At the conclusion of trial on November 15, 2005, the trial court orally pronounced on the record that Keith’s support obligation for the parties’ two minor children was set at $1,450 per month, which is consistent with the standard support guidelines for someone with a monthly net income of $5,828, which the trial court stated was Keith’s net income. See Tex. Fam. Code Ann. §§ 154.061, 154.125 (Vernon 2008). On October 16, 2006, the trial court signed a final decree of divorce finding that Keith’s monthly net income was $6,000 and ordering him to pay $1,500 per month in child support, which again is consistent with the statutory guidelines for a person with $6,000 in net income.
On November 10, 2006, Keith filed a motion to modify, correct, or reform the judgment, asserting that the decree contained several errors, but he did not identify the inconsistent net-income finding and child support order as erroneous. The trial court signed a modified final decree on September 12, 2007. (footnote: 3) As in the original decree, in the corrected decree the trial court found that Keith’s net income was $6,000 per month and ordered him to pay $1,500 per month in child support.
To preserve a complaint for appellate review, a party must have presented to the trial court a timely request, objection, or motion that states the specific grounds for the desired ruling, if they are not apparent from the context of the request, objection, or motion. Tex. R. App. P. 33.1(a); see also Tex. R. Evid. 103(a)(1). If a party fails to do this, error is not preserved, and the complaint is waived. Bushell v. Dean , 803 S.W.2d 711, 712 (Tex. 1991) (op. on reh’g).

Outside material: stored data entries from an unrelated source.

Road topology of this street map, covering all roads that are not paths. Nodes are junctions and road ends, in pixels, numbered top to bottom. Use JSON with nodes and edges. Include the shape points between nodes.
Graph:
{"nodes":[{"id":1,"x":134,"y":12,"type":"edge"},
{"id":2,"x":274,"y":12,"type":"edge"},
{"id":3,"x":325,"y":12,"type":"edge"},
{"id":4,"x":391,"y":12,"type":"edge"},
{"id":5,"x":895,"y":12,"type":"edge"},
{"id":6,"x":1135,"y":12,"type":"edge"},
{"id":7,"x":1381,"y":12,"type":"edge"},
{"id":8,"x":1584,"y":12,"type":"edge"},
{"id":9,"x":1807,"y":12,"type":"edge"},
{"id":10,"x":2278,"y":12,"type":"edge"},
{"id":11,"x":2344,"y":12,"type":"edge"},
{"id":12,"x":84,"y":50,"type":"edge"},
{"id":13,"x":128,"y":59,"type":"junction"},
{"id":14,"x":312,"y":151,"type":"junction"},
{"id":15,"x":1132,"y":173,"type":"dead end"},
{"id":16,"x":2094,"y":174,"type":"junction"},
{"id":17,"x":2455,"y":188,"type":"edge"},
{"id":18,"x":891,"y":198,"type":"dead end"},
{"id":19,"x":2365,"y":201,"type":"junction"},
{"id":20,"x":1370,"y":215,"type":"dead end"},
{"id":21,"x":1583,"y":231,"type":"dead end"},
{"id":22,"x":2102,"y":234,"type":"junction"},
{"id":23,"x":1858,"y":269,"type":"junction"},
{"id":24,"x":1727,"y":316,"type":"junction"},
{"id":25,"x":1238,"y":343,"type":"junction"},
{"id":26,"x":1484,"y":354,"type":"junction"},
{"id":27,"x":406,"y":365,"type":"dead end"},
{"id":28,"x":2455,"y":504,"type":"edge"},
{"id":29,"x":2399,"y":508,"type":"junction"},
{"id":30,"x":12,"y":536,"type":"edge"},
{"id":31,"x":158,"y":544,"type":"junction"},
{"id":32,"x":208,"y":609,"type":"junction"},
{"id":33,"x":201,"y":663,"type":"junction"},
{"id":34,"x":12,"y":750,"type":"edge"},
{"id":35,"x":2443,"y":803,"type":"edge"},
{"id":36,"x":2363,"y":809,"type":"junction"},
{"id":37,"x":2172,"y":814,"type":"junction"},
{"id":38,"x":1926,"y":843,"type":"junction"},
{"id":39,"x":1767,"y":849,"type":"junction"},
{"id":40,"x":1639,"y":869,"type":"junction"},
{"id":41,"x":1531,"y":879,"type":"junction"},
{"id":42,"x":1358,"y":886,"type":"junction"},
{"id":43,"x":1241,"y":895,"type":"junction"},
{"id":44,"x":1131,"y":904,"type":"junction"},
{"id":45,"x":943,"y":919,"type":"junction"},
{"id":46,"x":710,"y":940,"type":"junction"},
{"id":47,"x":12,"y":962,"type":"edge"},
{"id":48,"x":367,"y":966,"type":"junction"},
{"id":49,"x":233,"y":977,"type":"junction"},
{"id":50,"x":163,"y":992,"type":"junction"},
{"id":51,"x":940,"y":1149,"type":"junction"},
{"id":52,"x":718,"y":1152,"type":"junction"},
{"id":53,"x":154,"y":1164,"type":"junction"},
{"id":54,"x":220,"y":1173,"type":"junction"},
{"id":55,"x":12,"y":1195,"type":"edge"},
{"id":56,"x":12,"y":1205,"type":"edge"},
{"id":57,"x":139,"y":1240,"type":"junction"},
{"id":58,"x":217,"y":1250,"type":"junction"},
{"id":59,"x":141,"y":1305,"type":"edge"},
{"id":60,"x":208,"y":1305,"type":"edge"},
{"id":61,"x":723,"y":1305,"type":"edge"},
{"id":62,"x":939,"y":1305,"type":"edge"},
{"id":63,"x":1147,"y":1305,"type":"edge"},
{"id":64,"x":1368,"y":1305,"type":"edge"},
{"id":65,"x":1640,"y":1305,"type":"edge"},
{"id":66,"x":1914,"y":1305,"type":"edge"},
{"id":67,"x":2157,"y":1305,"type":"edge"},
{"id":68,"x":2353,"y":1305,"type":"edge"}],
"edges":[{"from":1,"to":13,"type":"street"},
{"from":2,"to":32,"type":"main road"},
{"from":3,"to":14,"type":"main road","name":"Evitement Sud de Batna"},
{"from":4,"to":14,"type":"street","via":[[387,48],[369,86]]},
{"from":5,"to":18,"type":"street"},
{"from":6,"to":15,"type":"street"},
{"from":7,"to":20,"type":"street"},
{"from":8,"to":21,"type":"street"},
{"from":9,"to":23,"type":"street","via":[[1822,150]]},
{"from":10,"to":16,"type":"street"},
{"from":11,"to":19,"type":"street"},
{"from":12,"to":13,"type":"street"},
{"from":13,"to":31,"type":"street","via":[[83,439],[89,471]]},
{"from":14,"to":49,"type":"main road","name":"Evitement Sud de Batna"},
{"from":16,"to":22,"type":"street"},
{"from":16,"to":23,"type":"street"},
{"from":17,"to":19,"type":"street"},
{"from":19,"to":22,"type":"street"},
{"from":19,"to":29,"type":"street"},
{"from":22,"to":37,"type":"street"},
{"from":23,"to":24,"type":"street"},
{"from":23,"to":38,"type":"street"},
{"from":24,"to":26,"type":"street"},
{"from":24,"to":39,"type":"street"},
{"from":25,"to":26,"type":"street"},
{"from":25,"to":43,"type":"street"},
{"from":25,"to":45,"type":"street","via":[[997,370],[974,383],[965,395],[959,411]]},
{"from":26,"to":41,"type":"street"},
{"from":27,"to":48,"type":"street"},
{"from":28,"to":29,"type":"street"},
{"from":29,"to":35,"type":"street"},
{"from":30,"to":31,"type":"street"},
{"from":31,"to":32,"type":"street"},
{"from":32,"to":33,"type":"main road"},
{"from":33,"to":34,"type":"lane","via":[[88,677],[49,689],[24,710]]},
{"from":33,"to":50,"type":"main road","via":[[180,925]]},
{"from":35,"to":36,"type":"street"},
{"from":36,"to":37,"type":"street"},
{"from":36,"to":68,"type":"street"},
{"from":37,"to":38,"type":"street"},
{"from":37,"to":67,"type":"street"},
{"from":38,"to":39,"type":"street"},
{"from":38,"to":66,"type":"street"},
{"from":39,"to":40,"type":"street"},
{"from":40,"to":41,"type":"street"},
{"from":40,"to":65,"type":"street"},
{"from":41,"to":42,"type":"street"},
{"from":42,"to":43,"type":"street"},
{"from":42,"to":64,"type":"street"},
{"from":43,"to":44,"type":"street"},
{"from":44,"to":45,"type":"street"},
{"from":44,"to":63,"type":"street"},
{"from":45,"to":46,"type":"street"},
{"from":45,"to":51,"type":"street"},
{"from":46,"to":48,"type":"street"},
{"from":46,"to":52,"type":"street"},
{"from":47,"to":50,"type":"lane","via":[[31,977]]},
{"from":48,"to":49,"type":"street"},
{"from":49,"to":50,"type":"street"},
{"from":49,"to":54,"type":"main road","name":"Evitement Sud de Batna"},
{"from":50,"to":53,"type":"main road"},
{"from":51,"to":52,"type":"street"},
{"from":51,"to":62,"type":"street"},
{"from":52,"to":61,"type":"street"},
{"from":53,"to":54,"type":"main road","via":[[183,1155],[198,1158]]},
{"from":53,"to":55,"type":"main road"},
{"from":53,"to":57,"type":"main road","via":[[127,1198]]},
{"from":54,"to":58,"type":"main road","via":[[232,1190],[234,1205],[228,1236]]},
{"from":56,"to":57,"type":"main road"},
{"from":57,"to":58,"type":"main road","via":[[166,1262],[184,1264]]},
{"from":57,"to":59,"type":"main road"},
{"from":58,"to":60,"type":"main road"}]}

From the partial record before us, it does not appear that Keith ever brought to the trial court’s attention by request, objection, or motion the discrepancy between the trial court’s oral pronouncement on child support and the amount it ordered Keith to pay in both the original and corrected decrees. We therefore hold that Keith waived the alleged error. Moreover, Keith does not challenge the trial court’s explicit finding recited in both the original and corrected decree that his monthly net income is $6,000. Under the family code guidelines, $1,500 is standard child support for someone who has two children and who’s net income is $6,000 per month. See Tex. Fam. Code Ann. § 154.125(b) (setting child support for two children at 25% of obligor’s net resources). We overrule Keith’s third issue.
Conclusion
Having sustained Keith’s first issue and overruled his third issue, we modify the corrected final decree of divorce to delete the reimbursement award and judgment in favor of Gwendyllyn’s separate estate for $12,492.50 and add a judgment in favor of Keith for $4,983.50, and we affirm the decree as modified. See Tex. R. App. P. 43.2(b).
ANNE GARDNER
JUSTICE
PANEL: CAYCE, C.J.; LIVINGSTON and GARDNER, JJ.

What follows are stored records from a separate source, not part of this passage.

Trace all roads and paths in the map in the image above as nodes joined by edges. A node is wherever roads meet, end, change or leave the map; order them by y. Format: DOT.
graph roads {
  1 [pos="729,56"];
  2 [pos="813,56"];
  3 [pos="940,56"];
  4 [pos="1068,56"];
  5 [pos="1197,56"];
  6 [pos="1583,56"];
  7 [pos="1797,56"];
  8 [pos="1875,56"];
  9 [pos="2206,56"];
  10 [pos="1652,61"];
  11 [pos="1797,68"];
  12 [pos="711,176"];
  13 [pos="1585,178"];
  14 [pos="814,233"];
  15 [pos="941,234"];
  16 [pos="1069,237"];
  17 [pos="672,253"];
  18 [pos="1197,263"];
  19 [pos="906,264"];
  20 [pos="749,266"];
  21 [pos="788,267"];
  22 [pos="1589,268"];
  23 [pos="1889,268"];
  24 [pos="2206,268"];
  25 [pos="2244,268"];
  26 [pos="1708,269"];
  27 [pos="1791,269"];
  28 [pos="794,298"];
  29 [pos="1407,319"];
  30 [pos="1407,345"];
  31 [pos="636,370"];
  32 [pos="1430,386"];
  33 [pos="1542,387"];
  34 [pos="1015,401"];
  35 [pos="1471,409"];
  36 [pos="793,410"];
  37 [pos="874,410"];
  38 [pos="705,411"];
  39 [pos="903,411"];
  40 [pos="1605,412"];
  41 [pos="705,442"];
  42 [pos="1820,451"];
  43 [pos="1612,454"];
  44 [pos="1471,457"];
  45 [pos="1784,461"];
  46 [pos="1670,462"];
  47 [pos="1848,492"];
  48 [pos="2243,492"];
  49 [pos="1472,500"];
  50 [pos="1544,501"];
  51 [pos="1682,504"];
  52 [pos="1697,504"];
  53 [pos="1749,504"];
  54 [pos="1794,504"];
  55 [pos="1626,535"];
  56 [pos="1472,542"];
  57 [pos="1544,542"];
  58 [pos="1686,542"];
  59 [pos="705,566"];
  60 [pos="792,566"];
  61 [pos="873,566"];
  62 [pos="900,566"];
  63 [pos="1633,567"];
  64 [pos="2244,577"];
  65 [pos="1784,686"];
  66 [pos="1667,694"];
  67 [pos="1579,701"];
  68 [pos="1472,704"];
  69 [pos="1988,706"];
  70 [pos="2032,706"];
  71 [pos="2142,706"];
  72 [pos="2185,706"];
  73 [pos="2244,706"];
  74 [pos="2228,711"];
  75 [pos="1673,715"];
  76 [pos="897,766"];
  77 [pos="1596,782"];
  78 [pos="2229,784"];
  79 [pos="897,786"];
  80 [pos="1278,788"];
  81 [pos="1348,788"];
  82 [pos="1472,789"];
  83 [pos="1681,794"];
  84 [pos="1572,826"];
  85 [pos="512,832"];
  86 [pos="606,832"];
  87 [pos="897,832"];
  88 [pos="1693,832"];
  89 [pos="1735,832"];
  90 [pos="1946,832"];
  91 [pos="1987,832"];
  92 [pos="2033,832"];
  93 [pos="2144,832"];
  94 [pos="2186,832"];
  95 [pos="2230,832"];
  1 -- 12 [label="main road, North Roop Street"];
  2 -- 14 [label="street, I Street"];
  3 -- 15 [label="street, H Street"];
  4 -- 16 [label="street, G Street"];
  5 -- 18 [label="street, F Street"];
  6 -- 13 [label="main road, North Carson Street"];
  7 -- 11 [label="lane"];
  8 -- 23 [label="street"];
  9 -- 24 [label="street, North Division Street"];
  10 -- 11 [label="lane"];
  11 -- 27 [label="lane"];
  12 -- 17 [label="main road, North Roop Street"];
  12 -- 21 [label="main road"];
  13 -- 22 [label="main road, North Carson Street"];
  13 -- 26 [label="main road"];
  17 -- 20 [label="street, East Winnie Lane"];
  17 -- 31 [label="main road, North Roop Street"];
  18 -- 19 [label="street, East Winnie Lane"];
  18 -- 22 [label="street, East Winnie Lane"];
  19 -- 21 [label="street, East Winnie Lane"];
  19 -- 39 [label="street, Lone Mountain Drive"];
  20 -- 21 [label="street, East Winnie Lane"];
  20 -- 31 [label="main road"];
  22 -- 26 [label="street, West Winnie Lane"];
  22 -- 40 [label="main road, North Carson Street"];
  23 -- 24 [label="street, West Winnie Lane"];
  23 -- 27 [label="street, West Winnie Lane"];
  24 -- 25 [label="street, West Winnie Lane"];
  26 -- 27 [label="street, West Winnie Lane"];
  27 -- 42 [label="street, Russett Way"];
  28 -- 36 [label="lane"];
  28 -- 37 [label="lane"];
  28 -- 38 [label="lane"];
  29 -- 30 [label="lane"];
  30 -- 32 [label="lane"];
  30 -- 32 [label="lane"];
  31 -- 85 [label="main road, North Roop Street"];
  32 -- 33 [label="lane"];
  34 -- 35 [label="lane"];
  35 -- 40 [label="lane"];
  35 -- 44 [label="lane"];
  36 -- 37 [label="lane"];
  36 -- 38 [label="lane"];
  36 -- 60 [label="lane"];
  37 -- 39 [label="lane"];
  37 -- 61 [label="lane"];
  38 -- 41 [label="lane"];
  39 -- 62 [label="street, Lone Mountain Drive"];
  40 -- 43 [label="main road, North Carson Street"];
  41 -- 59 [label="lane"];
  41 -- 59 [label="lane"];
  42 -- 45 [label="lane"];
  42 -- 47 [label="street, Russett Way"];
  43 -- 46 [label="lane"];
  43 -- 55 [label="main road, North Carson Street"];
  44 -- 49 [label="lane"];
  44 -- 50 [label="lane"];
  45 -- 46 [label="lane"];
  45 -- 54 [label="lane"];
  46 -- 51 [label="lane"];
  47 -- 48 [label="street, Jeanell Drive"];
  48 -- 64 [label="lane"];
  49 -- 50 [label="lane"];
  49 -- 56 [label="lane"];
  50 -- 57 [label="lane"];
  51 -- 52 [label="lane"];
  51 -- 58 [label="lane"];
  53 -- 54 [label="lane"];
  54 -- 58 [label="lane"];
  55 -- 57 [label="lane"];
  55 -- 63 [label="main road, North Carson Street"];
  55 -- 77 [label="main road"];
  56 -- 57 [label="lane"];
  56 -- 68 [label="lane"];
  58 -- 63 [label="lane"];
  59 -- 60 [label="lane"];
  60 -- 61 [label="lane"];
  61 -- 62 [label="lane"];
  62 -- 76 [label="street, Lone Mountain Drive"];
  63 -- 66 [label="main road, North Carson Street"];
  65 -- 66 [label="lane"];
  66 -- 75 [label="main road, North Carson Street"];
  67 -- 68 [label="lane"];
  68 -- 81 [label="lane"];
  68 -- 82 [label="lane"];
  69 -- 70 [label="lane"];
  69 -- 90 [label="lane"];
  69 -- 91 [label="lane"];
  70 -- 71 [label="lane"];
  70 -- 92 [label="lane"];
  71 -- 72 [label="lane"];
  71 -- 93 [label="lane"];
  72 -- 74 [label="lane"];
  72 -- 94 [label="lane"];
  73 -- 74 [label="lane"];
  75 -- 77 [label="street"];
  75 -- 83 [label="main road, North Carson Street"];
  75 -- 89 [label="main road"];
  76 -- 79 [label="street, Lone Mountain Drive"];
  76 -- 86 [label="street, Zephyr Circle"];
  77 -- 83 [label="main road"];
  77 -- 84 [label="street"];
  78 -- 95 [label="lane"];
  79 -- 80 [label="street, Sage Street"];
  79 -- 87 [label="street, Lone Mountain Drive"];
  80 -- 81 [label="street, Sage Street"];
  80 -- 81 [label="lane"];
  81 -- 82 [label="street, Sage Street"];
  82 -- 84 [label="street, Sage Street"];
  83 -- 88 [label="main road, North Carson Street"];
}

DELIVERED: February 5, 2009
FOOTNOTES
1:
See Tex. R. App. P. 47.4.
2:
The decree actually grants a judgment in Gwendyllyn’s favor for $12,492.50, a difference of three cents.
3:
The judge who signed the corrected decree (Hon. Nancy Berger) was not the same judge who presided at trial and signed the original decree and the order granting the motion to correct the decree (Hon. Frank Sullivan).